Start of DATA EXTRACTS

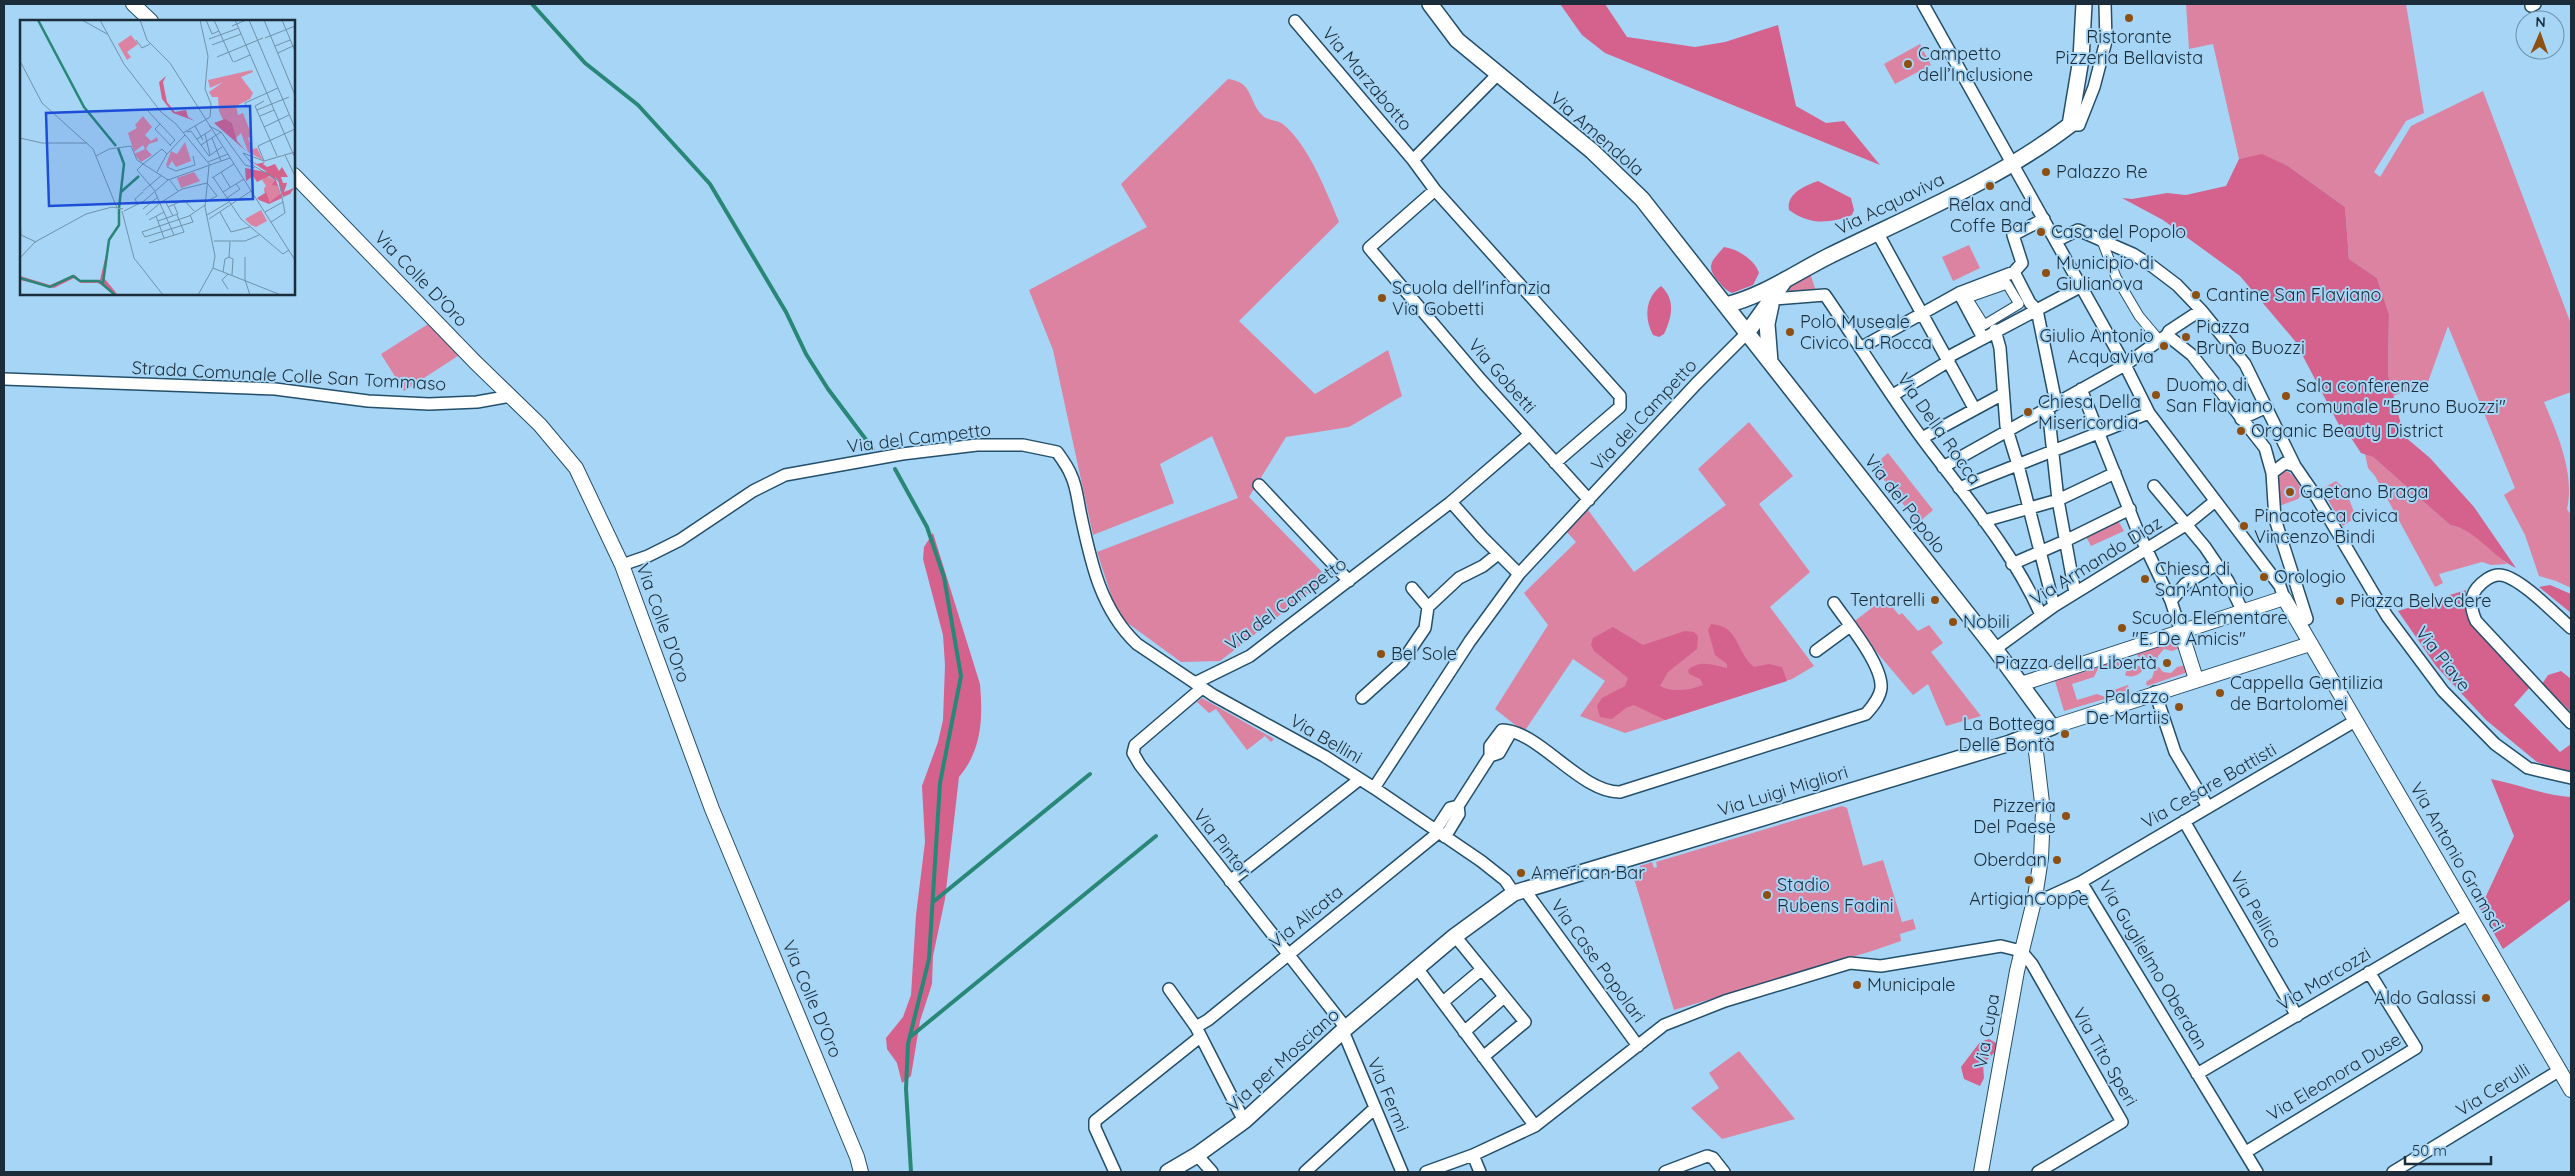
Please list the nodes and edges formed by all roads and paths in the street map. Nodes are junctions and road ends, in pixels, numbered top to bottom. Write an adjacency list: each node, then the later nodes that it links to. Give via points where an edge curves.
1 (133, 4): 6 (street)
2 (1430, 4): 8 (main road, Via Amendola, via 1457,40)
3 (1923, 4): 11 (street)
4 (2084, 4): 9 (main road, via 2081,59)
5 (2105, 4): 9 (street, via 2106,41 2094,87 2079,125)
6 (151, 20)
7 (1295, 21): 10 (street, Via Marzabotto)
8 (1497, 75): 10 (street, Via Marzabotto); 22 (main road, Via Amendola, via 1592,151 1642,199)
9 (2070, 125): 11 (main road, Via Acquaviva)
10 (1413, 160): 13 (street, Via Marzabotto)
11 (2011, 163): 14 (street); 15 (main road, Via Acquaviva)
12 (295, 176): 39 (street, Via Colle D'Oro)
13 (1435, 190): 46 (street, Via Gobetti, via 1369,248); 50 (street, Via Marzabotto, via 1620,396 1620,407)
14 (2044, 219): 16 (street); 18 (street, via 2013,235 2022,263)
15 (1877, 232): 20 (main road, Via Acquaviva, via 1786,278); 25 (street)
16 (2056, 241): 17 (street, via 2078,230); 19 (street)
17 (2102, 241): 24 (street, via 2134,254 2177,285); 30 (street, via 2108,259 2139,316)
18 (2014, 272): 21 (street); 23 (street)
19 (2080, 287): 23 (street); 34 (street)
20 (1768, 295): 22 (main road, Via Acquaviva); 26 (main road, Via Acquaviva, via 1749,304); 28 (main road, Via Acquaviva); 31 (street, Via Della Rocca, via 1825,295); 33 (main road)
21 (1963, 296): 21 (street, via 1984,325 2019,304 2007,284); 25 (street); 29 (street)
22 (1726, 306): 26 (main road, Via del Popolo)
23 (2037, 310): 27 (street); 40 (street)
24 (2202, 310): 30 (street, via 2169,331); 41 (street, via 2245,364)
25 (1922, 313): 31 (street); 32 (street)
26 (1738, 320): 28 (main road, Via del Popolo)
27 (1995, 330): 29 (street); 37 (street, via 2000,348)
28 (1747, 333): 33 (main road, Via del Popolo); 59 (street, Via del Campetto)
29 (1983, 338): 32 (street, via 1950,356)
30 (2164, 338): 34 (street); 44 (street, via 2192,355)
31 (1860, 348): 38 (street, Via Della Rocca)
32 (1949, 361): 38 (street); 42 (street)
33 (1770, 362): 91 (main road, Via del Popolo)
34 (2125, 365): 36 (street); 43 (street)
35 (4, 379): 39 (street, Strada Comunale Colle San Tommaso, via 275,389 368,401 429,404 477,402)
36 (2081, 389): 40 (street); 47 (street)
37 (2003, 394): 42 (street); 45 (street)
38 (1893, 395): 48 (street, Via Della Rocca)
39 (511, 396): 71 (street, Via Colle D'Oro, via 576,468)
40 (2052, 405): 45 (street); 49 (street)
41 (2267, 407): 44 (street); 52 (street)
42 (1974, 408): 48 (street)
43 (2148, 413): 47 (street); 62 (street)
44 (2241, 419): 54 (street, via 2268,455)
45 (2007, 431): 51 (street); 53 (street)
46 (1530, 434): 50 (street, Via Gobetti); 61 (street, Via del Campetto)
47 (2100, 434): 49 (street); 55 (street)
48 (1922, 438): 53 (street, Via Della Rocca)
49 (2053, 452): 51 (street); 60 (street)
50 (1555, 462): 59 (street, Via Gobetti)
51 (2018, 465): 58 (street); 63 (street)
52 (2295, 466): 54 (street, via 2285,463); 102 (street, Via Piave, via 2387,616 2443,691 2495,744 2528,768)
53 (1943, 467): 58 (street, Via Della Rocca)
54 (2272, 472): 73 (street, via 2275,519)
55 (2115, 473): 60 (street); 64 (street)
56 (1259, 485): 76 (street)
57 (2154, 486): 66 (street)
58 (1959, 488): 65 (street, Via Della Rocca)
59 (1589, 500): 75 (street, Via del Campetto)
60 (2058, 500): 63 (street); 67 (street)
61 (1451, 502): 70 (street); 76 (street, Via del Campetto)
62 (2214, 502): 66 (street, Via Armando Diaz); 79 (street, via 2280,586)
63 (2028, 508): 65 (street); 69 (street)
64 (2130, 509): 67 (street); 68 (street)
65 (1984, 521): 72 (street, Via Della Rocca)
66 (2187, 524): 68 (street, Via Armando Diaz); 74 (street)
67 (2065, 541): 69 (street); 78 (street)
68 (2147, 551): 78 (street, Via Armando Diaz); 80 (street)
69 (2039, 552): 72 (street); 82 (street)
70 (1498, 554): 75 (street); 83 (street, via 1484,566 1459,578)
71 (622, 564): 95 (street, Via del Campetto, via 648,556 680,540 752,491 784,474 902,454 977,445 1024,445 1057,452 1072,475 1086,542 1100,588 1119,626 1137,644); 137 (street, Via Colle D'Oro, via 712,809)
72 (2012, 564): 85 (street, Via Della Rocca)
73 (2290, 564): 79 (street, via 2290,583); 86 (street)
74 (2215, 565): 80 (street, via 2185,584); 84 (street, via 2228,581)
75 (1519, 574): 104 (street, Via del Campetto, via 1470,641)
76 (1349, 581): 95 (street, Via del Campetto, via 1250,656)
77 (1412, 588): 83 (street)
78 (2075, 593): 82 (street, Via Armando Diaz)
79 (2284, 598): 84 (street); 86 (street); 90 (street)
80 (2171, 601): 89 (street)
81 (1834, 603): 87 (street)
82 (2054, 606): 85 (street, Via Armando Diaz)
83 (1428, 607): 97 (street, via 1425,628 1402,662)
84 (2243, 612): 89 (street)
85 (2041, 615): 91 (street, Via Armando Diaz)
86 (2306, 618): 90 (street)
87 (1850, 626): 92 (street); 107 (street, Via Alicata, via 1880,674 1881,688 1876,702 1866,714 1620,792 1603,790 1526,738 1511,732 1499,753 1490,756 1458,806 1450,808)
88 (2571, 628): 99 (street, via 2509,577 2494,575 2474,592 2471,606 2476,621)
89 (2181, 632): 93 (street); 94 (street)
90 (2310, 644): 93 (street); 98 (street, Via Antonio Gramsci)
91 (1995, 649): 94 (main road, Via del Popolo)
92 (1816, 651)
93 (2196, 679): 96 (street)
94 (2021, 684): 100 (main road, Via del Popolo)
95 (1199, 686): 103 (street, Via Bellini); 108 (street, Via Pintor, via 1135,745 1133,754)
96 (2155, 692): 100 (street); 105 (street, via 2175,752)
97 (1362, 698)
98 (2355, 721): 105 (street, Via Cesare Battisti); 112 (street, Via Antonio Gramsci)
99 (2571, 723)
100 (2052, 726): 101 (main road, Via Luigi Migliori)
101 (2034, 735): 110 (main road, Via Luigi Migliori); 111 (street, via 2043,827)
102 (2571, 778)
103 (1360, 779): 104 (street, Via Bellini); 108 (street)
104 (1374, 788): 107 (street, Via Bellini)
105 (2208, 807): 106 (street, Via Cesare Battisti)
106 (2184, 821): 109 (street, Via Cesare Battisti); 122 (street, Via Pellico)
107 (1439, 834): 110 (street, Via Bellini); 115 (street, Via Alicata)
108 (1230, 881): 115 (street, Via Pintor)
109 (2081, 882): 111 (street, Via Guglielmo Oberdan, via 2046,898); 129 (street, Via Guglielmo Oberdan)
110 (1519, 891): 113 (main road, Via per Mosciano); 126 (street, Via Case Popolari)
111 (2034, 897): 114 (street, Via Cupa)
112 (2469, 914): 118 (street, Via Marcozzi); 128 (street, Via Antonio Gramsci)
113 (1455, 936): 116 (main road, Via per Mosciano); 117 (street)
114 (2021, 951): 126 (street, via 2001,946 1881,966 1850,963 1691,1013 1664,1026); 147 (street, Via Cupa); 148 (street, Via Tito Speri, via 2032,964 2122,1122)
115 (1288, 954): 123 (street, Via Pintor); 124 (street, Via Alicata, via 1208,1020)
116 (1417, 968): 121 (street); 123 (main road, Via per Mosciano)
117 (1481, 970): 120 (street); 121 (street)
118 (2369, 972): 122 (street, Via Marcozzi); 134 (street, Via Eleonora Duse, via 2416,1048)
119 (1169, 990): 124 (street)
120 (1504, 997): 125 (street); 127 (street, via 1525,1022)
121 (1442, 1002): 125 (street)
122 (2297, 1016): 129 (street, Via Marcozzi)
123 (1344, 1030): 131 (street, Via Fermi); 132 (main road, Via per Mosciano)
124 (1198, 1032): 132 (street); 138 (street, Via Alicata, via 1094,1121)
125 (1464, 1032): 127 (street)
126 (1638, 1046): 133 (street, Via Case Popolari)
127 (1483, 1057): 133 (street)
128 (2560, 1070): 130 (street, Via Antonio Gramsci); 150 (street, Via Cerulli)
129 (2197, 1074): 134 (street, Via Guglielmo Oberdan)
130 (2571, 1090)
131 (1375, 1108): 141 (street); 142 (street, Via Fermi)
132 (1244, 1121): 135 (main road, Via per Mosciano)
133 (1535, 1126): 136 (street, Via Case Popolari)
134 (2246, 1152): 149 (street, Via Guglielmo Oberdan)
135 (1197, 1155): 139 (main road, Via per Mosciano); 140 (street)
136 (1473, 1155): 143 (street, Via Case Popolari); 144 (street)
137 (861, 1172)
138 (1115, 1172)
139 (1168, 1172)
140 (1212, 1172)
141 (1305, 1172)
142 (1402, 1172)
143 (1426, 1172)
144 (1480, 1172)
145 (1665, 1172): 146 (street, via 1710,1156)
146 (1724, 1172)
147 (1981, 1172)
148 (2038, 1172)
149 (2257, 1172)
150 (2393, 1172)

End of DATA EXTRACTS

§ **WHAT YOU HAVE TO DO**: Copy the lines from the entries above in which the word "Cesare" appears.

§ **SOLUTION FOR THIS TASK**:
98 (2355, 721): 105 (street, Via Cesare Battisti); 112 (street, Via Antonio Gramsci)
105 (2208, 807): 106 (street, Via Cesare Battisti)
106 (2184, 821): 109 (street, Via Cesare Battisti); 122 (street, Via Pellico)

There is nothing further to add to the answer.